YouTubers are still a massively under-discussed part of the modern media business landscape.

Ah, Media Twitter is all aflutter with this news from the New York Times:

The Gateway Pundit, a provocative conservative blog, gained notice last year for its fervent pro-Trump coverage and its penchant for promoting false rumors about voter fraud and Hillary Clinton’s health that rocketed around right-wing websites.

Now the site will report on politics from a prominent perch: the White House.

And they certainly seem pleased about it:

Heavens-to-Betsy, a blogger in the press room? There will be a predictable backlash from journalists (in fact there probably already is one), who will do some eye-rolling at the infiltration of the true journalists’ space. And they will all have forgotten this:

Bloggers and pundits have been granted access to White House briefings in previous administrations

The use of the word “blog” here is pretty arbitrary. The definition of “blog” and “website” are pretty hazy at the best of times and the past five years have only blurred that. (Remember when people were calling Buzzfeed and Huffington Post blogs?)

Gateway Pudit itself has a little fun with that distinction:

The New York Times, a provocative liberal blog

The concern here isn’t that the White House has granted press credentials to a Pro-Trump Blog, but that it has granted them to a Pro-Trump blog. But even that shouldn’t necessarily be of deep concern, because we have so much partisan press already (especially in the UK).

The pundit/propagandist boundary

When should we worry? Well, look at the outlet’s record for truth – if it’s so pro-Trump that it lies for the president, than it’s crossed that hazy line from partisan journalism to straight-up propaganda. And on that charge, they have some form:

The Gateway Pundit did not see protesters getting on or off the bus, and they offered no proof that any protesters had been paid (by George Soros or anyone else). The web site published three pictures of buses and then fabricated a story about paid protesters based on the mistaken observations of a sole Twitter user.

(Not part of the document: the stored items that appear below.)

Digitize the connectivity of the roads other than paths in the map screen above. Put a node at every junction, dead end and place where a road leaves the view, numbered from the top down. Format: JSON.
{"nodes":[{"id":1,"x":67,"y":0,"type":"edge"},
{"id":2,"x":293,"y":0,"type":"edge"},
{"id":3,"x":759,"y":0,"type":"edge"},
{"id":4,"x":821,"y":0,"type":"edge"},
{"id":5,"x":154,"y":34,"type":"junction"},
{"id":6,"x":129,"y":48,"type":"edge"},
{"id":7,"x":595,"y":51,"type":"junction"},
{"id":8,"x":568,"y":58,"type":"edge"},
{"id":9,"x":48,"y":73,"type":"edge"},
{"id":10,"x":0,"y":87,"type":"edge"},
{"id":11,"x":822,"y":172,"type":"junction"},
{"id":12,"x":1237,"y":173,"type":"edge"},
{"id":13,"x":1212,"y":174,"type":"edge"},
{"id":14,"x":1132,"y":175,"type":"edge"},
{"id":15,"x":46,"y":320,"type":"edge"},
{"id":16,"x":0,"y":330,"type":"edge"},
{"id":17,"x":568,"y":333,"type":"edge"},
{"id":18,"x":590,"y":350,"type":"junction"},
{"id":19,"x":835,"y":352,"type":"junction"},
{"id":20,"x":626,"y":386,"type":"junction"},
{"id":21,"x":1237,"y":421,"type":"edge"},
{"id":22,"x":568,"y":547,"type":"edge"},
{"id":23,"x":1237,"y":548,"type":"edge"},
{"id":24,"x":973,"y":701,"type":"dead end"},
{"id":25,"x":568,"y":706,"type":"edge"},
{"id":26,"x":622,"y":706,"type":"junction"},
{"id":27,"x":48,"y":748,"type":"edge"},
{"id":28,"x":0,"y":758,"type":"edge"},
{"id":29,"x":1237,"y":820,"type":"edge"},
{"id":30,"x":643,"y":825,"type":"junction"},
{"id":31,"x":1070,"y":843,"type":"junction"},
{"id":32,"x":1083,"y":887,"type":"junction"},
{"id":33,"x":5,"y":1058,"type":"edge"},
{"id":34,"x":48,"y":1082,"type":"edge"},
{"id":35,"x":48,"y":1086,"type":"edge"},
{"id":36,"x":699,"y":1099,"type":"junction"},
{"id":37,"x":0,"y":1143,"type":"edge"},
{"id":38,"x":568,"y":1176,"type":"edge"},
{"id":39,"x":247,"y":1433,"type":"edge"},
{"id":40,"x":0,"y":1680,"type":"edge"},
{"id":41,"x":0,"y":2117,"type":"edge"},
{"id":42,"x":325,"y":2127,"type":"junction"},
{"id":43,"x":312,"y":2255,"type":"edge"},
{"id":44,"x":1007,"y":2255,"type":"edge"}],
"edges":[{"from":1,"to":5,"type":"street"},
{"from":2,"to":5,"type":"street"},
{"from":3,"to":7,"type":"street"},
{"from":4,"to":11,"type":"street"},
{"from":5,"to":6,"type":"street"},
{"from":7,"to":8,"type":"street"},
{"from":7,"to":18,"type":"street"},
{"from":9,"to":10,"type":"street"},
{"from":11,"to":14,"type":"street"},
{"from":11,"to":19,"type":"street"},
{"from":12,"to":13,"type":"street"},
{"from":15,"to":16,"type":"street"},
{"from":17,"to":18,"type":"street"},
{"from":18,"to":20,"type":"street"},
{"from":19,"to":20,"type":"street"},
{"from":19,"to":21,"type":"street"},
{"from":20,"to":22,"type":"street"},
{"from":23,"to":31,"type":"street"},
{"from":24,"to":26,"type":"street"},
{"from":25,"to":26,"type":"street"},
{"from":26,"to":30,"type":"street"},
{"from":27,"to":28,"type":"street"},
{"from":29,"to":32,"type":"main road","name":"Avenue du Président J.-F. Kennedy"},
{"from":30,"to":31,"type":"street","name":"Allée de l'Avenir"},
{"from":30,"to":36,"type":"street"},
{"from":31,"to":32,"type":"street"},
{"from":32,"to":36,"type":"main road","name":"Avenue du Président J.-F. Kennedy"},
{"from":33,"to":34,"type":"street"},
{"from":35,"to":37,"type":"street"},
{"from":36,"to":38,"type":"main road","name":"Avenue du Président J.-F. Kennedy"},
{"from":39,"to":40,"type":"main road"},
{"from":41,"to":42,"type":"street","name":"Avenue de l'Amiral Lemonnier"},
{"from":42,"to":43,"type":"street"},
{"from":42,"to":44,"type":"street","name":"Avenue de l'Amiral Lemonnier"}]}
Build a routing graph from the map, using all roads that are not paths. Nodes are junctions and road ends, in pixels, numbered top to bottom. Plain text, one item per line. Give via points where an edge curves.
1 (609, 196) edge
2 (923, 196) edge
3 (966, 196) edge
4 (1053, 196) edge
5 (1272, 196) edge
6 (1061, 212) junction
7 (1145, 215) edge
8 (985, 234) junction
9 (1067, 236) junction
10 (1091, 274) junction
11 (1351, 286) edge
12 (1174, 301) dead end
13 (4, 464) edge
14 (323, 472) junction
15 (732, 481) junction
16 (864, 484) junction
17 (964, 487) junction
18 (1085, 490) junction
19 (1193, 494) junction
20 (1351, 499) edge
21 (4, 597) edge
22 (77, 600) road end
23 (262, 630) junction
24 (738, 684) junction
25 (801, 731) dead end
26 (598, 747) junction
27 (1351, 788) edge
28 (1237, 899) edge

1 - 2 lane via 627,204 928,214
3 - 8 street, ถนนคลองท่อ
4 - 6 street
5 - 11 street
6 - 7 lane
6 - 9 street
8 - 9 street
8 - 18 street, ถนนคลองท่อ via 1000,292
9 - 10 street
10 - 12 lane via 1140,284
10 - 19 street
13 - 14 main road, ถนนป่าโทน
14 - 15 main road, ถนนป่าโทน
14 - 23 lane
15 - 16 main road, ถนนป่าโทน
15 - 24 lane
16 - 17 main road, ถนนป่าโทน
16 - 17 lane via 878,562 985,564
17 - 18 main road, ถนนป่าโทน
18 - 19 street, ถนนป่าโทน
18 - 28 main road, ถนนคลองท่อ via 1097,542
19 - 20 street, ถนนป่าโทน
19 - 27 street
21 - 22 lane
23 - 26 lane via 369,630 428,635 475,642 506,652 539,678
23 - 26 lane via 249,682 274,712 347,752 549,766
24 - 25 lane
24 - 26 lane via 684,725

The Washington Post, a blog owned by tech mogul Jeff Bezos, has many more examples for you:

Just last week, the Gateway Pundit published the absurd, social media-generated claim that the Washington Post’s Doris Truong had sneakily snapped cellphone photos of notes belonging to secretary of state nominee Rex Tillerson, during his confirmation hearing. Truong was not at the hearing; it made no sense to think she would have been at the hearing, since she is an editor of The Post’s website.